__WORK TASK__
Your answer should reproduce every line of the material in which the word "place" occurs.

Segment Open

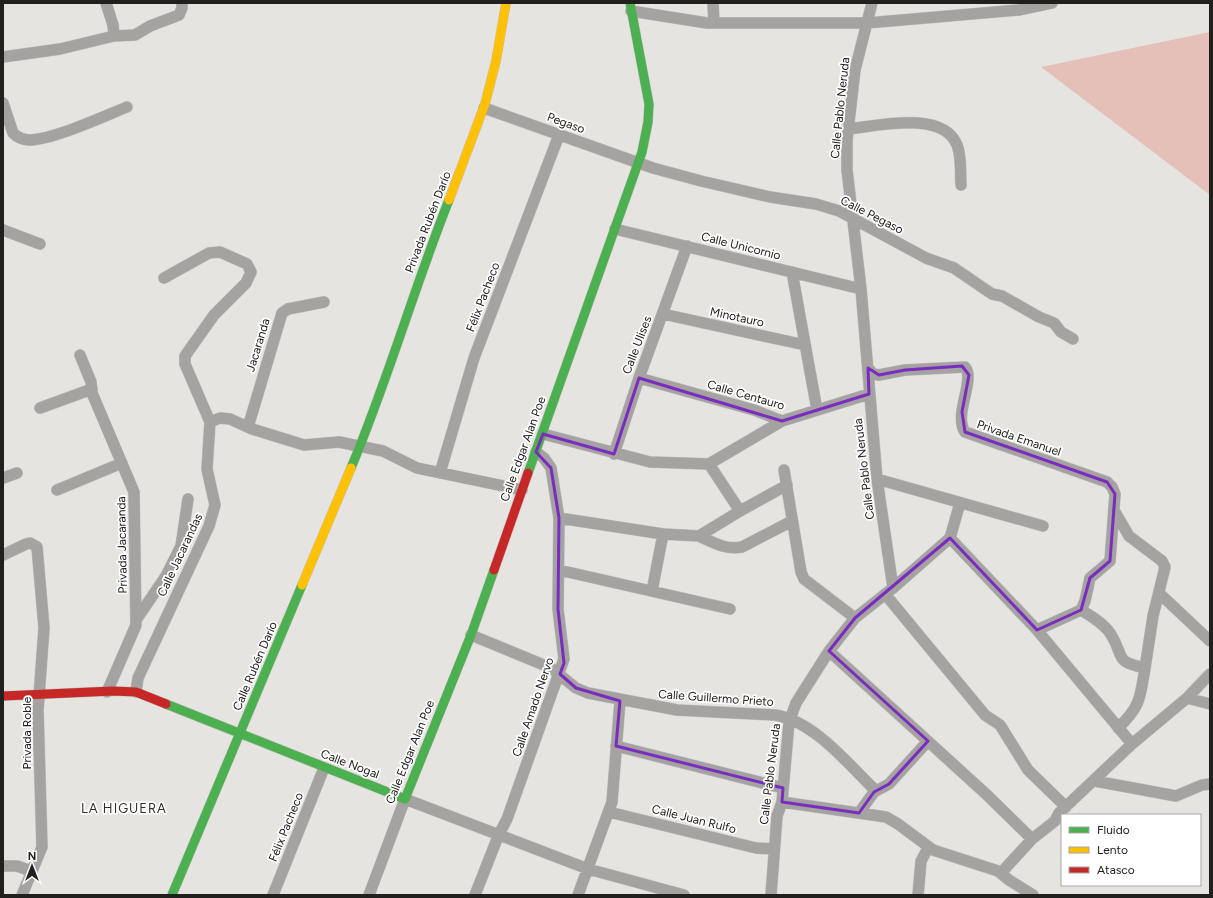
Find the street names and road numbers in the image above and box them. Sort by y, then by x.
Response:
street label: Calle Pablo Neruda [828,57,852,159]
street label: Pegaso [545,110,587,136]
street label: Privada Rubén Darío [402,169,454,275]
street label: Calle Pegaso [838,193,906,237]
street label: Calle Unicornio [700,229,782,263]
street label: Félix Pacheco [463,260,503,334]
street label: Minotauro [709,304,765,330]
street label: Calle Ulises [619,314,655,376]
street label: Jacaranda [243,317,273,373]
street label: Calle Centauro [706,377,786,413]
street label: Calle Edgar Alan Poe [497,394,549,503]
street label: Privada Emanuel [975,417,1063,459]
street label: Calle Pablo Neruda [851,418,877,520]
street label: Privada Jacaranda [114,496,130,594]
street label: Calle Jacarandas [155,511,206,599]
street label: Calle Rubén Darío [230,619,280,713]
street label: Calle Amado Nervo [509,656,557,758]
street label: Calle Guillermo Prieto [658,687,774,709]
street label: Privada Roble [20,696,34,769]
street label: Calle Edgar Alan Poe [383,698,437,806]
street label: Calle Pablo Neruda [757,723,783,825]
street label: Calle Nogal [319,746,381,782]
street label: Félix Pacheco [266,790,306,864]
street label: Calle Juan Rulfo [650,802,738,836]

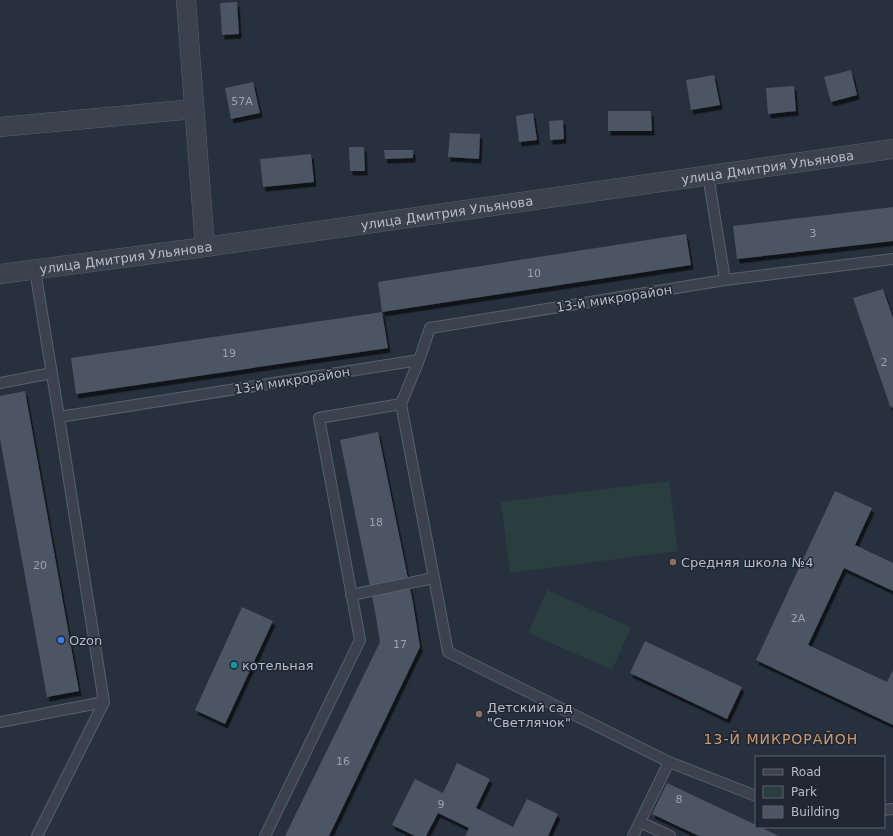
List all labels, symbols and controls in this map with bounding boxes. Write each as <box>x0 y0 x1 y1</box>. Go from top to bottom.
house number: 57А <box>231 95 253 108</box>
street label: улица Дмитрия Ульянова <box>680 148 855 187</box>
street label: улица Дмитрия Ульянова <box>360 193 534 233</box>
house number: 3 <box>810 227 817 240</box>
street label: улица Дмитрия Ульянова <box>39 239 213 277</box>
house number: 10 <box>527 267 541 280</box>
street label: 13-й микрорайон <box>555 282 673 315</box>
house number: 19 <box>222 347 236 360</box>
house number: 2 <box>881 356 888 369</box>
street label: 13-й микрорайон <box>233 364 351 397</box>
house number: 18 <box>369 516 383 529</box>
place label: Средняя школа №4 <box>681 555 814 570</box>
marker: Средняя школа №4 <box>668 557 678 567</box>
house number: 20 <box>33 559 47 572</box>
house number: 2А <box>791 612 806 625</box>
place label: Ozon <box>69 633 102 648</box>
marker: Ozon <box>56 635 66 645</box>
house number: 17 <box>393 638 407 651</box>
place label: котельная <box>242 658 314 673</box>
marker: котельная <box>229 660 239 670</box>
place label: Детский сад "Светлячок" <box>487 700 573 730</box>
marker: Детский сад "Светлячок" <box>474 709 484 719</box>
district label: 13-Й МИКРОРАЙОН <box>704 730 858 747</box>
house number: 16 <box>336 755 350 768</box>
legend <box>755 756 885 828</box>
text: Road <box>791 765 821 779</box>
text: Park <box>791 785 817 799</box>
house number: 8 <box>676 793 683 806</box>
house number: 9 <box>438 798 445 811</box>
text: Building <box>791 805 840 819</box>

Segment Closed

__ANSWER BELOW__
place label: Средняя школа №4 <box>681 555 814 570</box>
place label: Ozon <box>69 633 102 648</box>
place label: котельная <box>242 658 314 673</box>
place label: Детский сад "Светлячок" <box>487 700 573 730</box>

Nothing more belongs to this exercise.